Things soon closed down around us – my art groups stopped functioning, John’s mens shed shut its doors, exhibitions were cancelled and so was our planned three months caravanning trip to Alice Springs with the Avan club. What shouldn’t have happened is that I barely ventured into my studio for two or three months. It would have been more sensible to take advantage of the time and do heaps of art, but it just didn’t happen. I’m not sure why, but suspect it had something to do with lack of deadlines.
So, what did I do?
I spent a lot of time on my computer.
Ancestry had been offering me two weeks free – so that seemed a good place to start. Lots of gaps were filled in throughout my family tree. Through Ancestry a distant neice, Lynne Linfield, contacted me – and although distant in the family tree she was also living about a half an hour’s drive away and very kindly presented me with her report on the Hoskins family – my mother’s family. Following this the University of Tasmania offered their ‘Introduction to Family History’ unit – also for free.
I found out that my family had been in Australia for about 9 generations and had arrived over 200 years ago on Dad’s side and a bit less than that on Mum’s. It was no surprise that there were a lot of convicts! Mum’s family had been very tight lipped about the past. I’d known my pocket sized great-grandmother as a child – we called her Mammy and were all terrified of her with her black clothes and walking stick. Curious kids were told that ‘you don’t need to know about that’ – but at the time there was no way we could find out about what we shouldn’t know about. How research opportunities have changed! She was probably wise to not let on that her Scottish mother, Helen, was a convict who would marry three other convicts including Annie’s father.
My great grand mother – Annie Ethel Brindle nee Lamb, 1860-1954.

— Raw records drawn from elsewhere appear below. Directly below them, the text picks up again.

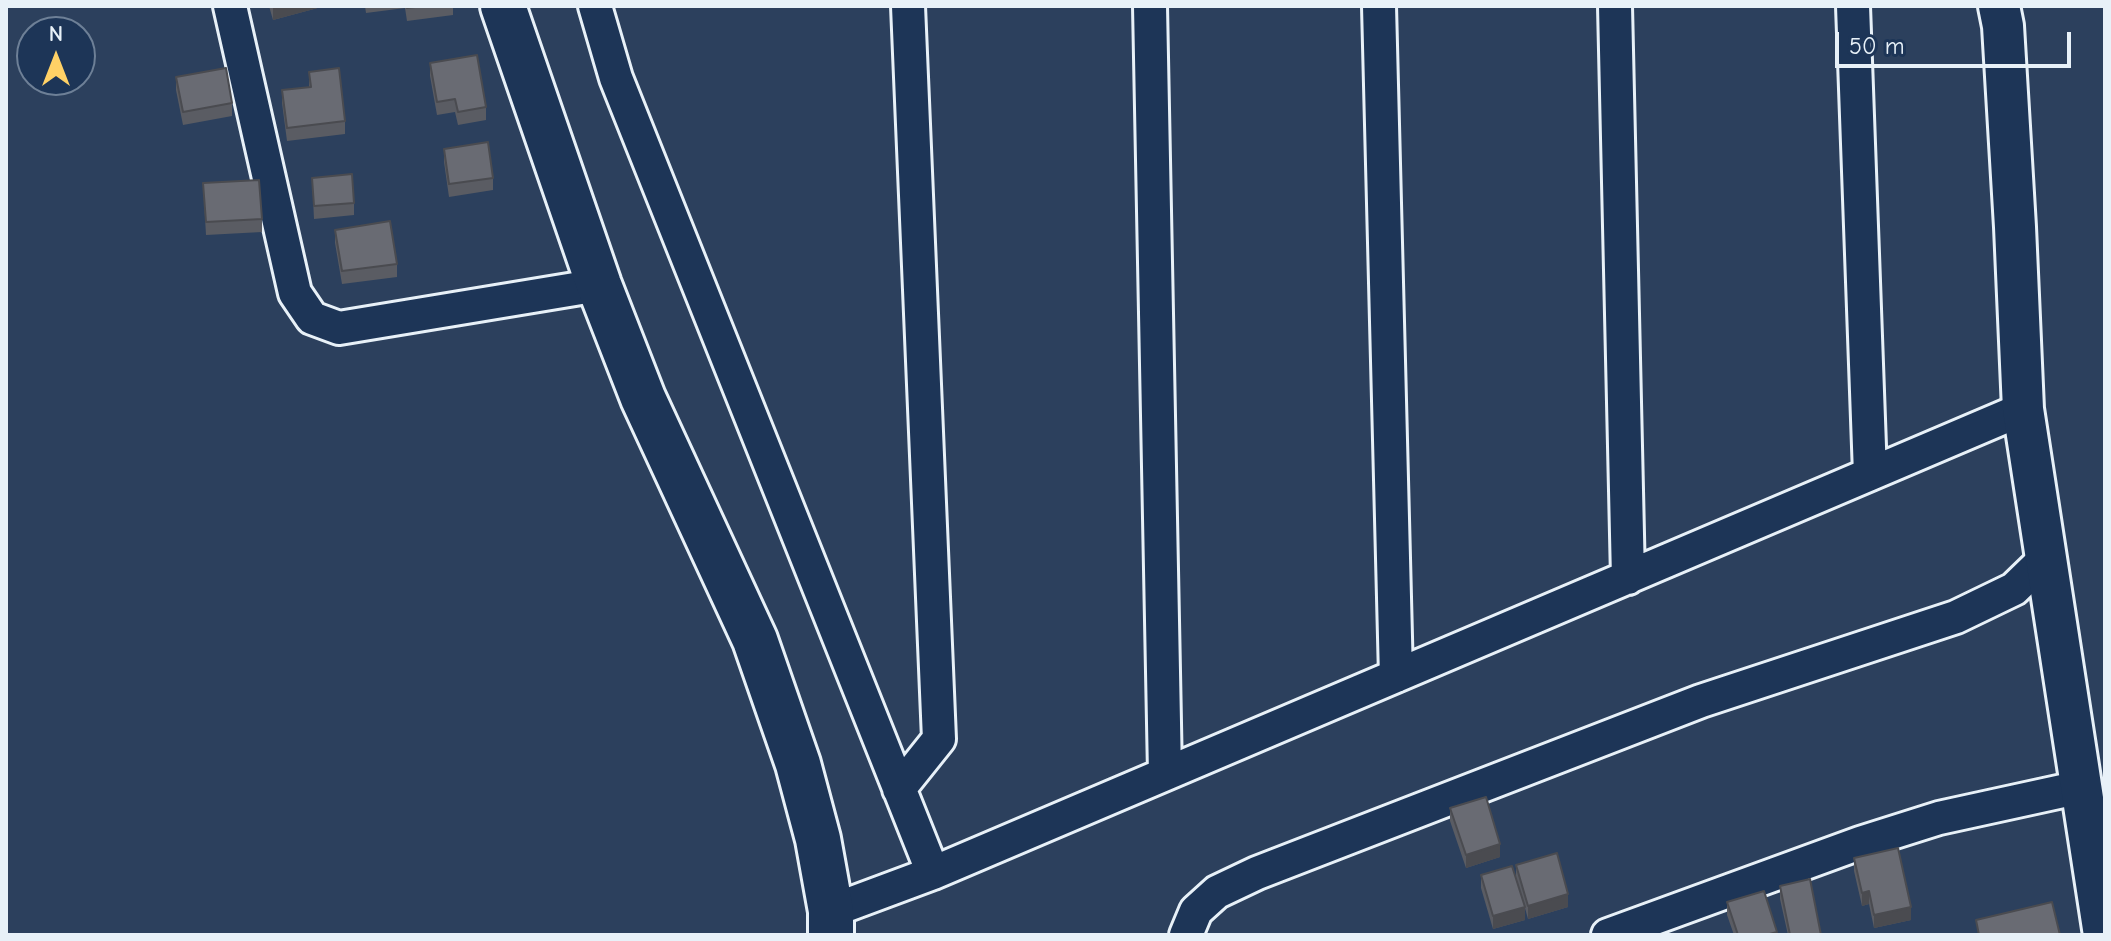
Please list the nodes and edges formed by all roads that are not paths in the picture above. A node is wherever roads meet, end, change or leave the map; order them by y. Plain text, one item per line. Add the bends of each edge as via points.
1 (230, 6) edge
2 (503, 6) edge
3 (595, 6) edge
4 (908, 6) edge
5 (1150, 6) edge
6 (1379, 6) edge
7 (1615, 6) edge
8 (1853, 6) edge
9 (1999, 6) edge
10 (599, 285) junction
11 (2023, 409) junction
12 (1870, 474) junction
13 (2046, 558) junction
14 (1628, 578) junction
15 (1396, 676) junction
16 (1165, 774) junction
17 (2081, 787) junction
18 (899, 789) junction
19 (933, 873) junction
20 (831, 923) edge
21 (1186, 935) edge
22 (1608, 935) edge
23 (2104, 935) edge

1 - 10 street via 295,293 312,318 339,328
2 - 10 main road
3 - 18 street via 616,78
4 - 18 street via 939,739
5 - 16 street
6 - 15 street
7 - 14 street
8 - 12 street
9 - 11 street
10 - 20 main road via 643,398 755,640 798,764 818,839
11 - 12 street
11 - 13 street
12 - 14 street
13 - 17 street
13 - 21 street via 2014,589 1956,617 1701,701 1257,873 1217,892 1196,911
14 - 15 street
15 - 16 street
16 - 19 street
17 - 22 street via 1939,818
17 - 23 street
18 - 19 street
19 - 20 street

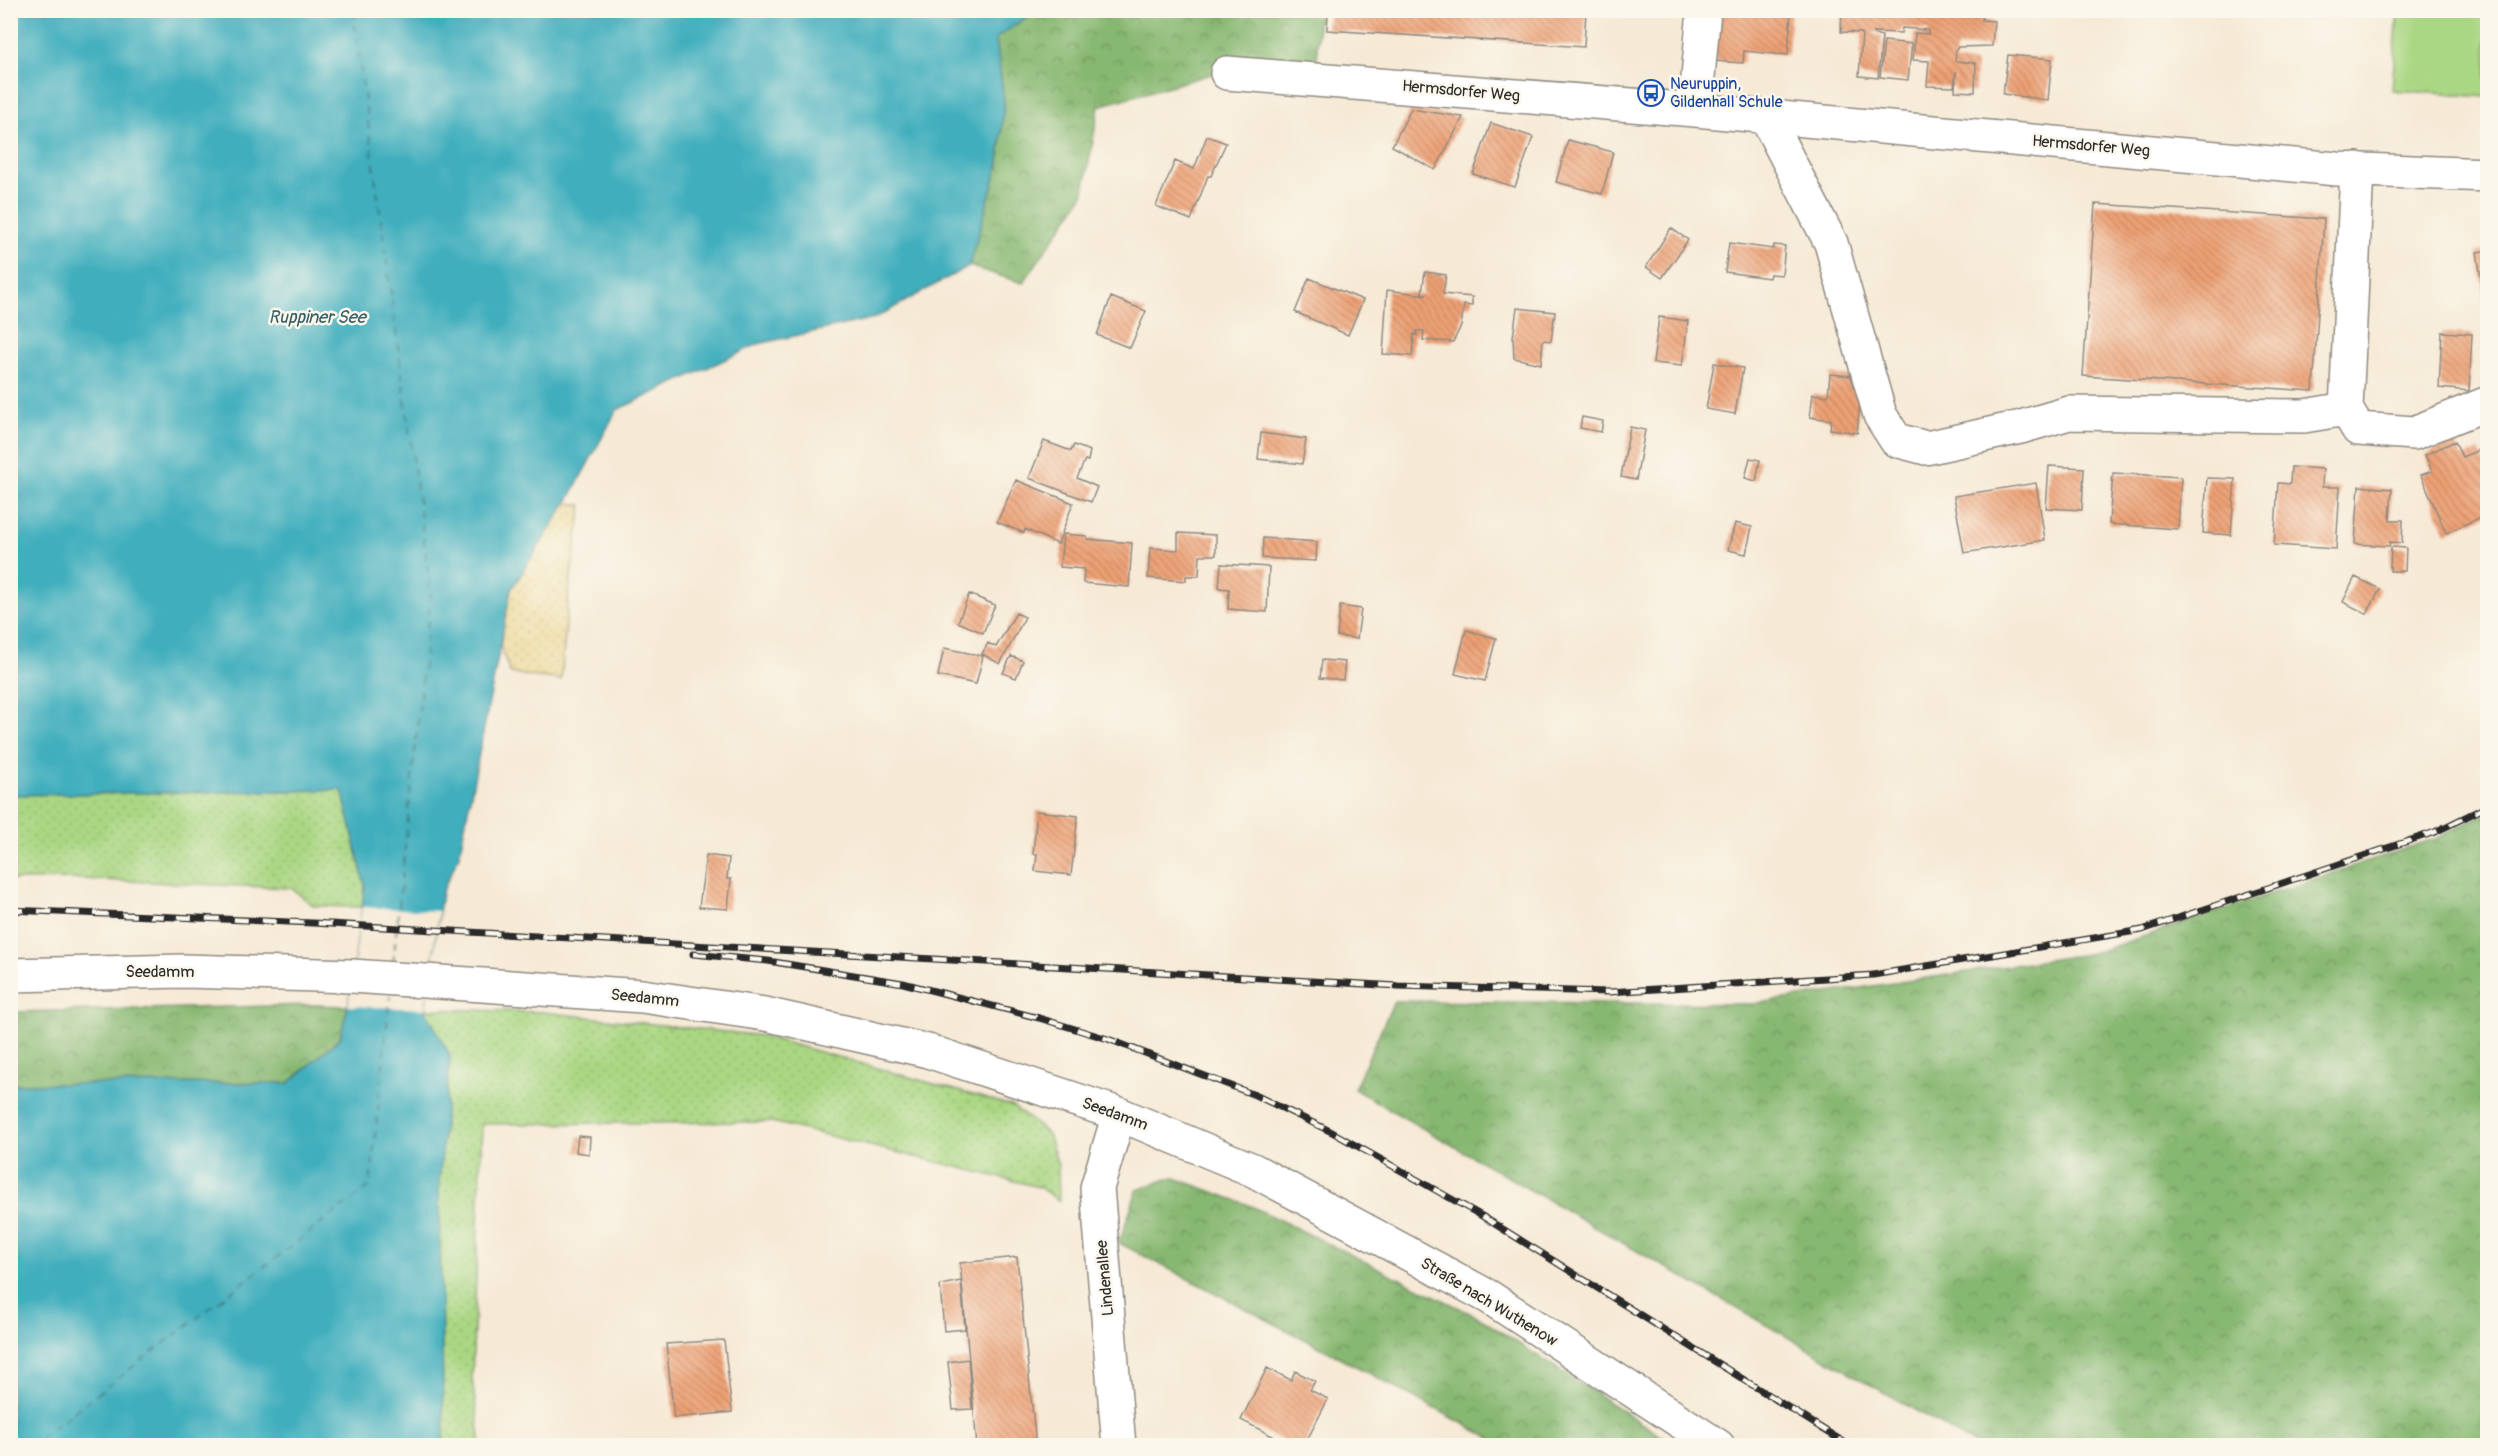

Annie Brindle was my Mum’s mother’s mother, but my interest soon switched to Mum’s father’s father, Robert Hoskins. Lynn’s report had traced the Hoskins family from 16th century Cornwall and 17th century Wales. Robert was the son of a convict and his mother a convict’s daughter – and that was only the first surprise as not a hint of a convict in the Hoskins side either. Lynn had recorded three wives for Bob and I had found mention of another. My uni course needed a topic and Roberts 1, 2, 3 or 4 wives seemed perfect. Only one is mentioned in his obituary despite being married to another at the time and you would imagine that she should have at least got a mention! My Covid-19 isolation passed delving into birth, death and marriage records, chasing records up via Trove and Find-a-grave etc. It was engaging and made for a good research project, but in the end all I determined was that Robert had definitely married two women, probably married three, and probably didn’t marry four – which was more or less what I knew to start with! There is still an air of mystery around Bob Hoskins who was born at Tucki Tucki, was a sawyer in the Northern Rivers area, had at least a dozen children, was a good fiddler and an excellent saw sharpener. I’ve become quite fond of my ancesters who had had much tougher lives than I.
My great grandfather, Robert Henry Hoskins, 1851-1926.
So far COVID has not spread in Australia like it has done overseas. Perhaps we are the ‘lucky country’. There are still restrictions, but life is getting some normality back into it. Probably the only plus for me is that Coles now deliver to Mapleton!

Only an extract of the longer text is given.